New Scientist

Imagina todas las aplicaciones que podrían darse a un robot casi invisible a la vista, principalmente en materia militar. Un equipo de investigadores de la Universidad de Wuhan, en China, dio el primer paso en esa dirección con un aparato experto en camuflaje que más que miedo provoca ternura.

Se trata de un androide camaleón cubierto de cabeza a cola de pantallas plasmónicas, las cuales son capaces de reproducir el color a través de nanotecnología.

Para ello fueron fabricadas con hojas de vidrio sobre una rejilla con agujeros, en donde los expertos depositaron oro para formar domos. Las hojas fueron además puestas en una especie de caja llena con un gel que contiene iones de plata.

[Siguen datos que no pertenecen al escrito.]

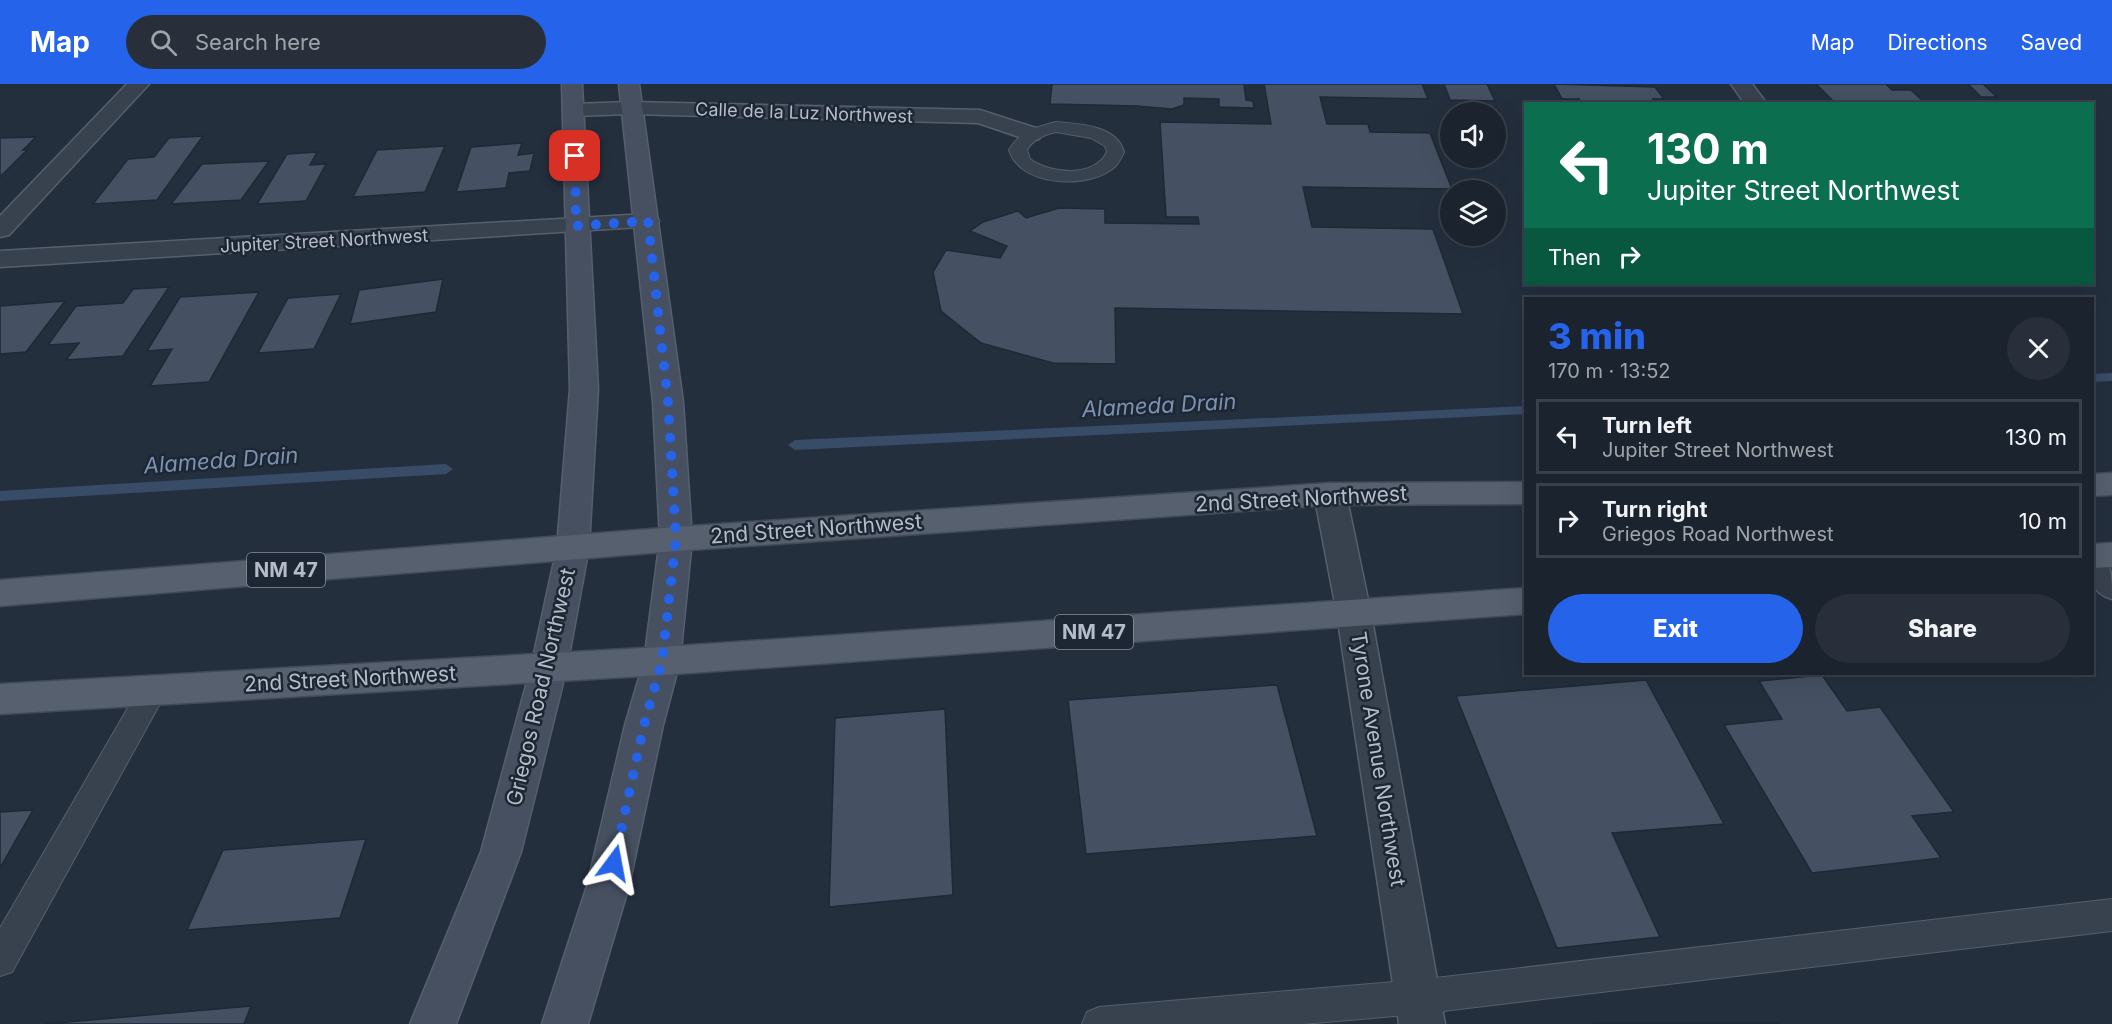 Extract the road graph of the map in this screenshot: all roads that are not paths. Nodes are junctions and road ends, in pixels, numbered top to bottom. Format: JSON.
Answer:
{"nodes":[{"id":1,"x":139,"y":84,"type":"edge"},
{"id":2,"x":1742,"y":84,"type":"edge"},
{"id":3,"x":630,"y":96,"type":"edge"},
{"id":4,"x":573,"y":97,"type":"edge"},
{"id":5,"x":1756,"y":102,"type":"edge"},
{"id":6,"x":1031,"y":134,"type":"junction"},
{"id":7,"x":648,"y":221,"type":"junction"},
{"id":8,"x":576,"y":226,"type":"junction"},
{"id":9,"x":0,"y":230,"type":"edge"},
{"id":10,"x":0,"y":258,"type":"edge"},
{"id":11,"x":2112,"y":484,"type":"edge"},
{"id":12,"x":2094,"y":485,"type":"edge"},
{"id":13,"x":1524,"y":493,"type":"edge"},
{"id":14,"x":1330,"y":494,"type":"junction"},
{"id":15,"x":676,"y":539,"type":"junction"},
{"id":16,"x":573,"y":547,"type":"junction"},
{"id":17,"x":2112,"y":555,"type":"edge"},
{"id":18,"x":2094,"y":558,"type":"edge"},
{"id":19,"x":2094,"y":561,"type":"edge"},
{"id":20,"x":2112,"y":586,"type":"edge"},
{"id":21,"x":0,"y":593,"type":"edge"},
{"id":22,"x":1524,"y":601,"type":"edge"},
{"id":23,"x":1354,"y":615,"type":"junction"},
{"id":24,"x":662,"y":661,"type":"junction"},
{"id":25,"x":549,"y":667,"type":"junction"},
{"id":26,"x":153,"y":690,"type":"junction"},
{"id":27,"x":0,"y":699,"type":"edge"},
{"id":28,"x":2112,"y":915,"type":"edge"},
{"id":29,"x":0,"y":960,"type":"edge"},
{"id":30,"x":1420,"y":1011,"type":"edge"},
{"id":31,"x":433,"y":1024,"type":"edge"},
{"id":32,"x":564,"y":1024,"type":"edge"},
{"id":33,"x":1099,"y":1024,"type":"edge"}],
"edges":[{"from":1,"to":9,"type":"street"},
{"from":2,"to":5,"type":"street"},
{"from":3,"to":4,"type":"street","name":"Calle de la Luz Northwest"},
{"from":3,"to":6,"type":"street","name":"Calle de la Luz Northwest"},
{"from":3,"to":7,"type":"main road"},
{"from":4,"to":8,"type":"main road","name":"Griegos Road Northwest"},
{"from":6,"to":6,"type":"lane"},
{"from":7,"to":8,"type":"street","name":"Jupiter Street Northwest"},
{"from":7,"to":15,"type":"main road"},
{"from":8,"to":10,"type":"street","name":"Jupiter Street Northwest"},
{"from":8,"to":16,"type":"main road","name":"Griegos Road Northwest"},
{"from":11,"to":12,"type":"main road"},
{"from":13,"to":14,"type":"main road","name":"2nd Street Northwest","number":"NM 47"},
{"from":14,"to":15,"type":"main road","name":"2nd Street Northwest","number":"NM 47"},
{"from":14,"to":23,"type":"street","name":"Tyrone Avenue Northwest"},
{"from":15,"to":16,"type":"main road","name":"2nd Street Northwest","number":"NM 47"},
{"from":15,"to":24,"type":"main road"},
{"from":16,"to":21,"type":"main road","name":"2nd Street Northwest","number":"NM 47"},
{"from":16,"to":25,"type":"main road","name":"Griegos Road Northwest"},
{"from":17,"to":18,"type":"main road"},
{"from":19,"to":20,"type":"street"},
{"from":22,"to":23,"type":"main road","name":"2nd Street Northwest","number":"NM 47"},
{"from":23,"to":24,"type":"main road","name":"2nd Street Northwest","number":"NM 47"},
{"from":23,"to":30,"type":"street","name":"Tyrone Avenue Northwest"},
{"from":24,"to":25,"type":"main road","name":"2nd Street Northwest","number":"NM 47"},
{"from":24,"to":32,"type":"main road"},
{"from":25,"to":26,"type":"main road","name":"2nd Street Northwest","number":"NM 47"},
{"from":25,"to":31,"type":"main road","name":"Griegos Road Northwest"},
{"from":26,"to":27,"type":"main road","name":"2nd Street Northwest","number":"NM 47"},
{"from":26,"to":29,"type":"lane"},
{"from":28,"to":30,"type":"lane"},
{"from":30,"to":33,"type":"lane"}]} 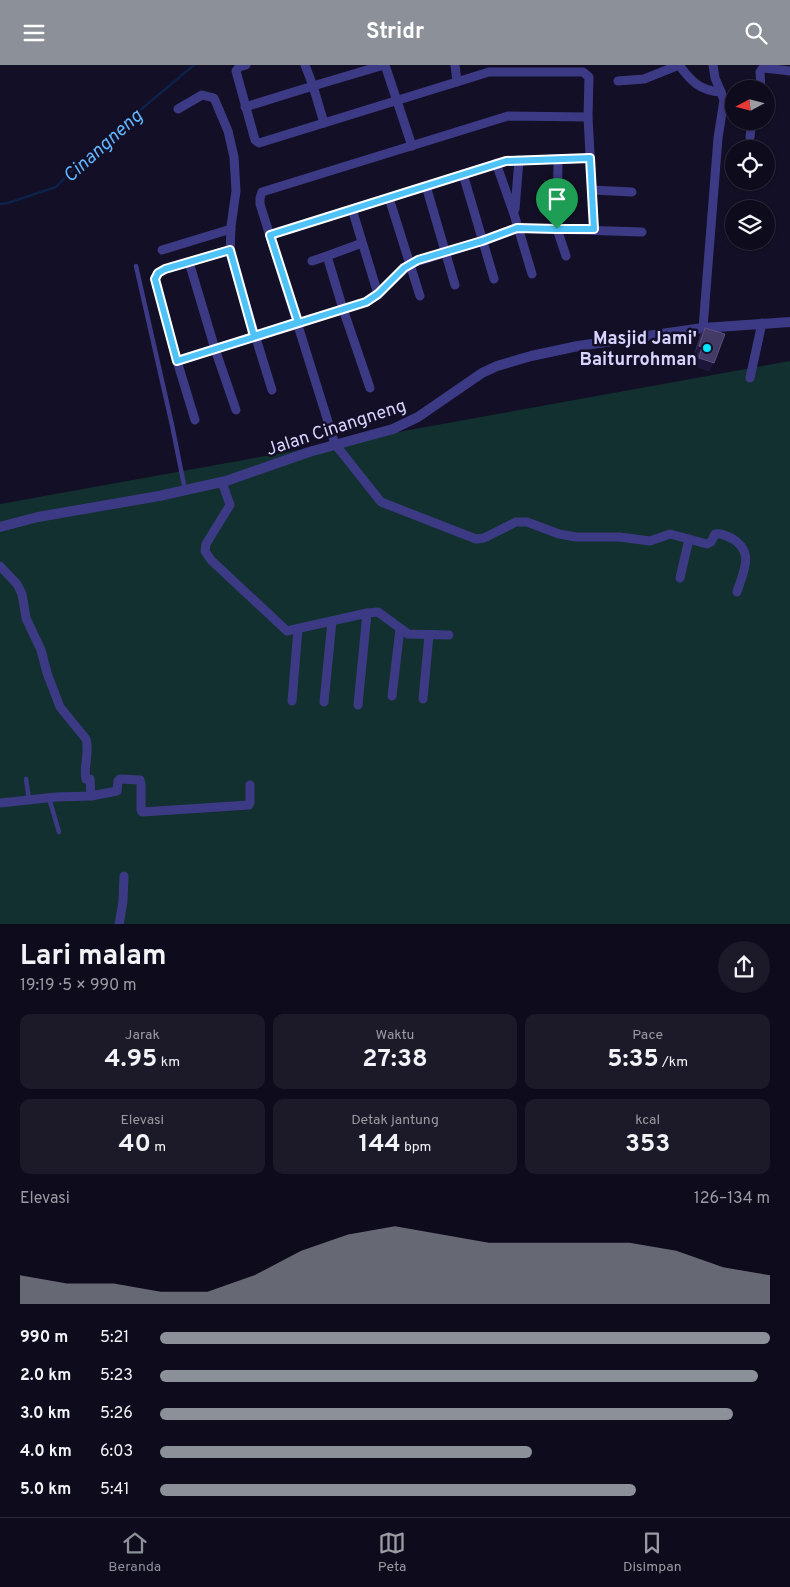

Así cuando la luz alcanza las estructuras y, con ayuda de una serie de sensores, estas generan ondas de electrones que determinan sus propiedades reflejantes y las modifica, lo que hace que el animal robótico pueda cambiar de color.

Por ahora, el camaleón sólo puede reconocer el rojo, el verde y el azul; sin embargo, de acuerdo con la investigación publicada por el equipo chino en la revista especializada New Scientist, ya se trabaja en ampliar su capacidad de adaptación.